[Guy Rivers: A Tale of Georgia by William Gilmore Simms]@TWC D-Link bookGuy Rivers: A Tale of Georgia CHAPTER III 3/20
He had bought lands, and engaged in trade, and made sundry efforts in various and honorable ways, but without success.
Vocation after vocation had with him a common and certain termination, and after many years of profitless experiment, the ways of prosperity were as far remote from his knowledge and as perplexing to his pursuit, as at the first hour of his enterprise.
In worldly concerns he stood just where he had started fifteen years before; with this difference for the worse, however, that he had grown older in this space of time, less equal to the tasks of adventure; and with the moral energies checked as they had been by continual disappointments, recoiling in despondency and gloom, with trying emphasis, upon a spirit otherwise noble and sufficiently daring for every legitimate and not unwonted species of trial and occasion.

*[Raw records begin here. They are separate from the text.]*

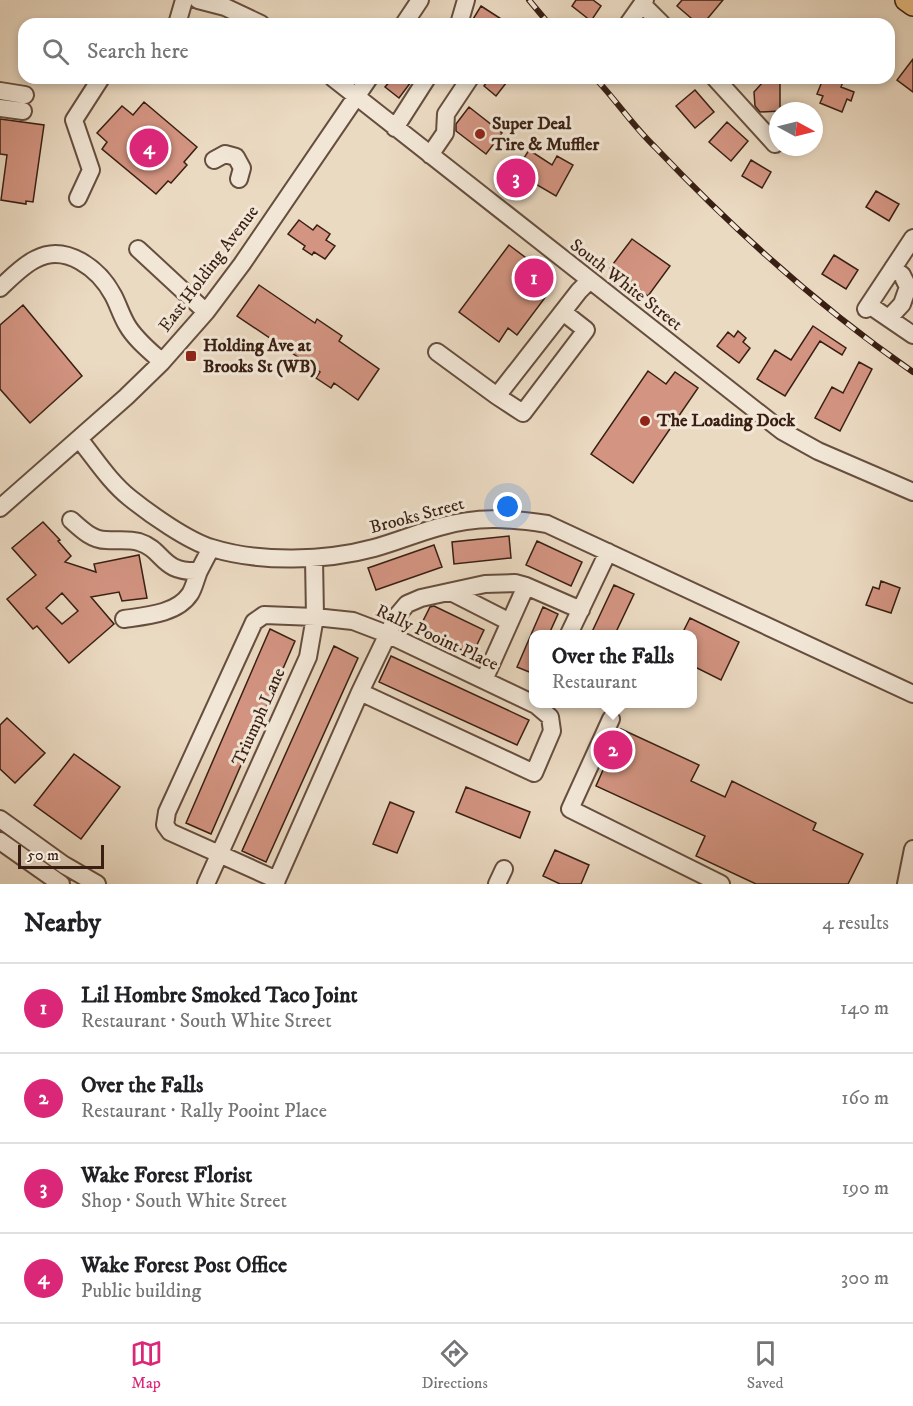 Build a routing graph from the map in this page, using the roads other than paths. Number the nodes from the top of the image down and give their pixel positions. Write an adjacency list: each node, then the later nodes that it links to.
1 (184, 0): 8 (street)
2 (198, 0): 9 (street)
3 (420, 0): 10 (street)
4 (466, 0): 11 (street)
5 (906, 0): 7 (main road)
6 (644, 2): 12 (street); 13 (street)
7 (913, 5)
8 (179, 18)
9 (246, 18)
10 (408, 18)
11 (461, 18)
12 (632, 18)
13 (657, 18)
14 (97, 84): 28 (street)
15 (341, 84): 21 (street, South White Street)
16 (365, 84): 21 (street, East Holding Avenue)
17 (423, 84): 23 (street)
18 (466, 84): 25 (street)
19 (720, 84): 24 (street)
20 (0, 91): 22 (street)
21 (357, 97): 23 (street, South White Street); 34 (street, East Holding Avenue)
22 (0, 108)
23 (395, 128): 25 (street, South White Street)
24 (769, 137)
25 (430, 155): 32 (street, South White Street)
26 (214, 160): 27 (street)
27 (239, 179)
28 (78, 198)
29 (913, 238): 31 (street)
30 (138, 249): 34 (street)
31 (893, 268): 36 (street); 36 (street)
32 (589, 281): 35 (street); 42 (street, South White Street)
33 (0, 288): 39 (street)
34 (206, 312): 39 (street, East Holding Avenue)
35 (563, 312): 40 (street); 40 (street)
36 (889, 318): 37 (street)
37 (913, 335)
38 (437, 352): 40 (street)
39 (162, 362): 41 (street, East Holding Avenue)
40 (497, 396)
41 (80, 440): 43 (street, East Holding Avenue); 45 (street, Brooks Street)
42 (913, 492)
43 (0, 508)
44 (71, 520): 48 (street)
45 (211, 548): 47 (street, Brooks Street); 48 (street)
46 (608, 552): 47 (street, Brooks Street); 51 (street); 59 (street, Brooks Street)
47 (314, 558): 52 (street, Triumph Lane)
48 (199, 571): 53 (street)
49 (526, 586): 50 (street); 51 (street); 54 (street)
50 (451, 592): 54 (street); 56 (street)
51 (581, 610): 55 (street)
52 (315, 617): 56 (street, Rally Pooint Place); 66 (street, Triumph Lane); 66 (street, Rally Pooint Place)
53 (124, 619)
54 (510, 622): 57 (street)
55 (571, 630)
56 (387, 634): 57 (street, Rally Pooint Place); 58 (street)
57 (483, 680): 60 (street, Rally Pooint Place)
58 (360, 692): 61 (street); 67 (street)
59 (913, 694)
60 (529, 700)
61 (541, 708)
62 (611, 718): 71 (street)
63 (0, 819): 69 (street)
64 (0, 841): 68 (street)
65 (913, 849): 72 (street)
66 (218, 855): 67 (street); 70 (street, Triumph Lane)
67 (276, 882)
68 (61, 884)
69 (97, 884)
70 (206, 884)
71 (721, 884)
72 (906, 884) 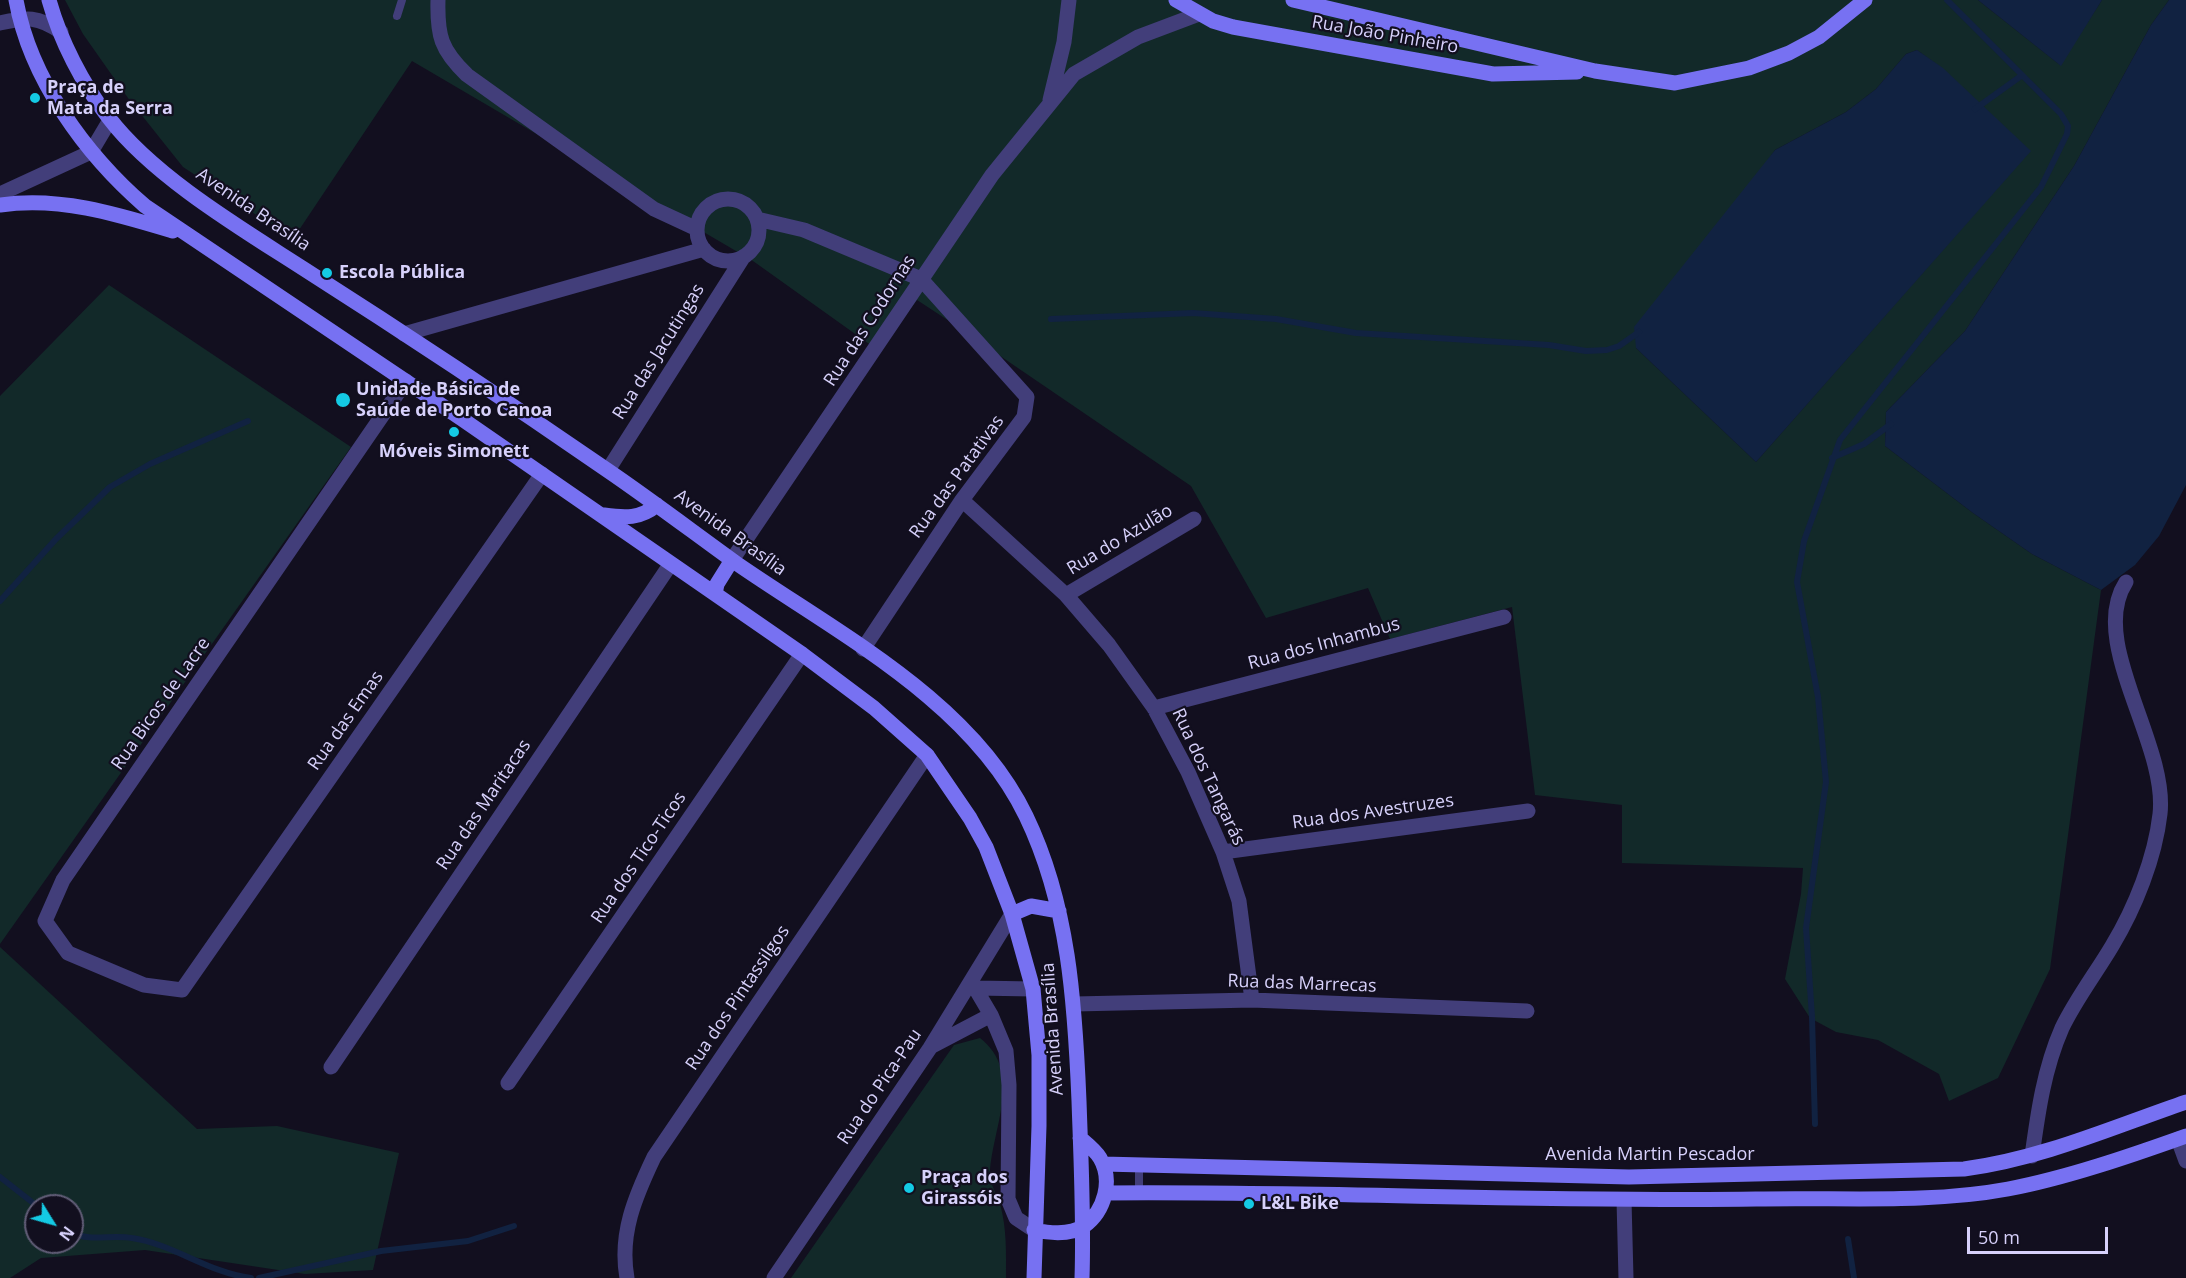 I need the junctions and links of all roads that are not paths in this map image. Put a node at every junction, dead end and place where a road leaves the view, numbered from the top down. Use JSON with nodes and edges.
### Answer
{"nodes":[{"id":1,"x":16,"y":0,"type":"edge"},
{"id":2,"x":49,"y":0,"type":"edge"},
{"id":3,"x":402,"y":0,"type":"edge"},
{"id":4,"x":438,"y":0,"type":"edge"},
{"id":5,"x":1069,"y":0,"type":"edge"},
{"id":6,"x":1176,"y":0,"type":"edge"},
{"id":7,"x":1293,"y":0,"type":"edge"},
{"id":8,"x":1865,"y":0,"type":"edge"},
{"id":9,"x":1199,"y":14,"type":"junction"},
{"id":10,"x":397,"y":16,"type":"dead end"},
{"id":11,"x":19,"y":19,"type":"junction"},
{"id":12,"x":0,"y":23,"type":"edge"},
{"id":13,"x":61,"y":32,"type":"junction"},
{"id":14,"x":1594,"y":71,"type":"junction"},
{"id":15,"x":1047,"y":109,"type":"junction"},
{"id":16,"x":110,"y":120,"type":"junction"},
{"id":17,"x":91,"y":152,"type":"junction"},
{"id":18,"x":0,"y":194,"type":"edge"},
{"id":19,"x":0,"y":205,"type":"edge"},
{"id":20,"x":757,"y":219,"type":"junction"},
{"id":21,"x":697,"y":229,"type":"junction"},
{"id":22,"x":188,"y":236,"type":"junction"},
{"id":23,"x":704,"y":249,"type":"junction"},
{"id":24,"x":744,"y":256,"type":"junction"},
{"id":25,"x":921,"y":279,"type":"junction"},
{"id":26,"x":404,"y":334,"type":"junction"},
{"id":27,"x":406,"y":381,"type":"junction"},
{"id":28,"x":608,"y":470,"type":"junction"},
{"id":29,"x":542,"y":474,"type":"junction"},
{"id":30,"x":962,"y":500,"type":"junction"},
{"id":31,"x":657,"y":505,"type":"junction"},
{"id":32,"x":601,"y":514,"type":"junction"},
{"id":33,"x":1194,"y":519,"type":"dead end"},
{"id":34,"x":732,"y":560,"type":"junction"},
{"id":35,"x":670,"y":565,"type":"junction"},
{"id":36,"x":2126,"y":582,"type":"dead end"},
{"id":37,"x":715,"y":594,"type":"junction"},
{"id":38,"x":1065,"y":595,"type":"junction"},
{"id":39,"x":1504,"y":616,"type":"dead end"},
{"id":40,"x":863,"y":649,"type":"junction"},
{"id":41,"x":802,"y":654,"type":"junction"},
{"id":42,"x":1154,"y":708,"type":"junction"},
{"id":43,"x":927,"y":755,"type":"junction"},
{"id":44,"x":1528,"y":811,"type":"dead end"},
{"id":45,"x":1223,"y":852,"type":"junction"},
{"id":46,"x":1059,"y":911,"type":"junction"},
{"id":47,"x":1012,"y":914,"type":"junction"},
{"id":48,"x":974,"y":985,"type":"junction"},
{"id":49,"x":1033,"y":989,"type":"junction"},
{"id":50,"x":182,"y":990,"type":"joint"},
{"id":51,"x":1252,"y":1000,"type":"junction"},
{"id":52,"x":1075,"y":1004,"type":"junction"},
{"id":53,"x":1527,"y":1011,"type":"dead end"},
{"id":54,"x":991,"y":1015,"type":"junction"},
{"id":55,"x":930,"y":1048,"type":"junction"},
{"id":56,"x":331,"y":1067,"type":"dead end"},
{"id":57,"x":508,"y":1083,"type":"dead end"},
{"id":58,"x":2186,"y":1102,"type":"edge"},
{"id":59,"x":2182,"y":1137,"type":"edge"},
{"id":60,"x":1080,"y":1138,"type":"junction"},
{"id":61,"x":2032,"y":1156,"type":"junction"},
{"id":62,"x":2186,"y":1161,"type":"edge"},
{"id":63,"x":1103,"y":1164,"type":"junction"},
{"id":64,"x":1139,"y":1166,"type":"junction"},
{"id":65,"x":1105,"y":1193,"type":"junction"},
{"id":66,"x":1139,"y":1193,"type":"junction"},
{"id":67,"x":1624,"y":1200,"type":"junction"},
{"id":68,"x":1084,"y":1226,"type":"junction"},
{"id":69,"x":1034,"y":1230,"type":"junction"},
{"id":70,"x":627,"y":1278,"type":"edge"},
{"id":71,"x":774,"y":1278,"type":"edge"},
{"id":72,"x":1034,"y":1278,"type":"edge"},
{"id":73,"x":1082,"y":1278,"type":"edge"},
{"id":74,"x":1626,"y":1278,"type":"edge"}],
"edges":[{"from":1,"to":11,"type":"street","name":"Avenida Brasília"},
{"from":2,"to":13,"type":"street","name":"Avenida Brasília"},
{"from":3,"to":10,"type":"lane"},
{"from":4,"to":21,"type":"street"},
{"from":5,"to":15,"type":"street","name":"Rua das Codornas"},
{"from":6,"to":9,"type":"street","name":"Rua João Pinheiro"},
{"from":7,"to":14,"type":"street","name":"Rua João Pinheiro"},
{"from":8,"to":14,"type":"street","name":"Rua João Pinheiro"},
{"from":9,"to":14,"type":"street","name":"Rua João Pinheiro"},
{"from":9,"to":15,"type":"street","name":"Rua das Codornas"},
{"from":11,"to":12,"type":"street"},
{"from":11,"to":13,"type":"street"},
{"from":11,"to":17,"type":"street","name":"Avenida Brasília"},
{"from":13,"to":16,"type":"street","name":"Avenida Brasília"},
{"from":15,"to":25,"type":"street","name":"Rua das Codornas"},
{"from":16,"to":17,"type":"street"},
{"from":16,"to":26,"type":"street","name":"Avenida Brasília"},
{"from":17,"to":18,"type":"street"},
{"from":17,"to":22,"type":"street","name":"Avenida Brasília"},
{"from":19,"to":22,"type":"street"},
{"from":20,"to":21,"type":"street"},
{"from":20,"to":24,"type":"street"},
{"from":20,"to":25,"type":"street"},
{"from":21,"to":23,"type":"street"},
{"from":22,"to":27,"type":"street","name":"Avenida Brasília"},
{"from":23,"to":24,"type":"street"},
{"from":23,"to":26,"type":"street"},
{"from":24,"to":28,"type":"street","name":"Rua das Jacutingas"},
{"from":25,"to":30,"type":"street","name":"Rua das Patativas"},
{"from":25,"to":34,"type":"street","name":"Rua das Codornas"},
{"from":26,"to":28,"type":"street","name":"Avenida Brasília"},
{"from":27,"to":29,"type":"street","name":"Avenida Brasília"},
{"from":27,"to":50,"type":"street","name":"Rua Bicos de Lacre"},
{"from":28,"to":31,"type":"street","name":"Avenida Brasília"},
{"from":29,"to":32,"type":"street","name":"Avenida Brasília"},
{"from":29,"to":50,"type":"street","name":"Rua das Emas"},
{"from":30,"to":38,"type":"street","name":"Rua dos Tangarás"},
{"from":30,"to":40,"type":"street","name":"Rua das Patativas"},
{"from":31,"to":32,"type":"street"},
{"from":31,"to":34,"type":"street","name":"Avenida Brasília"},
{"from":32,"to":35,"type":"street","name":"Avenida Brasília"},
{"from":33,"to":38,"type":"street","name":"Rua do Azulão"},
{"from":34,"to":37,"type":"street"},
{"from":34,"to":40,"type":"street","name":"Avenida Brasília"},
{"from":35,"to":37,"type":"street","name":"Avenida Brasília"},
{"from":35,"to":56,"type":"street","name":"Rua das Maritacas"},
{"from":36,"to":61,"type":"street"},
{"from":37,"to":41,"type":"street","name":"Avenida Brasília"},
{"from":38,"to":42,"type":"street","name":"Rua dos Tangarás"},
{"from":39,"to":42,"type":"street","name":"Rua dos Inhambus"},
{"from":40,"to":46,"type":"street","name":"Avenida Brasília"},
{"from":41,"to":43,"type":"street","name":"Avenida Brasília"},
{"from":41,"to":57,"type":"street","name":"Rua dos Tico-Ticos"},
{"from":42,"to":45,"type":"street","name":"Rua dos Tangarás"},
{"from":43,"to":47,"type":"street","name":"Avenida Brasília"},
{"from":43,"to":70,"type":"street","name":"Rua dos Pintassilgos"},
{"from":44,"to":45,"type":"street","name":"Rua dos Avestruzes"},
{"from":45,"to":51,"type":"street","name":"Rua dos Tangarás"},
{"from":46,"to":47,"type":"street"},
{"from":46,"to":52,"type":"street","name":"Avenida Brasília"},
{"from":47,"to":48,"type":"street","name":"Rua do Pica-Pau"},
{"from":47,"to":49,"type":"street","name":"Avenida Brasília"},
{"from":48,"to":49,"type":"street"},
{"from":48,"to":54,"type":"street"},
{"from":48,"to":55,"type":"street","name":"Rua do Pica-Pau"},
{"from":49,"to":69,"type":"street","name":"Avenida Brasília"},
{"from":51,"to":52,"type":"street","name":"Rua das Marrecas"},
{"from":51,"to":53,"type":"street","name":"Rua das Marrecas"},
{"from":52,"to":60,"type":"street","name":"Avenida Brasília"},
{"from":54,"to":55,"type":"street"},
{"from":54,"to":69,"type":"street"},
{"from":55,"to":71,"type":"street","name":"Rua do Pica-Pau"},
{"from":58,"to":61,"type":"street","name":"Avenida Martin Pescador"},
{"from":59,"to":62,"type":"street"},
{"from":59,"to":67,"type":"street"},
{"from":60,"to":63,"type":"street"},
{"from":60,"to":68,"type":"street","name":"Avenida Brasília"},
{"from":61,"to":64,"type":"street","name":"Avenida Martin Pescador"},
{"from":63,"to":64,"type":"street","name":"Avenida Martin Pescador"},
{"from":63,"to":65,"type":"street"},
{"from":64,"to":66,"type":"lane"},
{"from":65,"to":66,"type":"street"},
{"from":65,"to":68,"type":"street"},
{"from":66,"to":67,"type":"street"},
{"from":67,"to":74,"type":"street"},
{"from":68,"to":69,"type":"street"},
{"from":68,"to":73,"type":"street","name":"Avenida Brasília"},
{"from":69,"to":72,"type":"street","name":"Avenida Brasília"}]}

Still, he had learned little, beyond _hauteur_ and querulousness, from the lessons of experience.
Economy was not more the inmate of his dwelling than when he was blessed with the large income of his birthright; but, extravagantly generous as ever, his house was the abiding-place of a most lavish and unwise hospitality. His brother, William Colleton, on the other hand, with means hourly increasing, exhibited a disposition narrowing at times into a selfishness the most pitiful.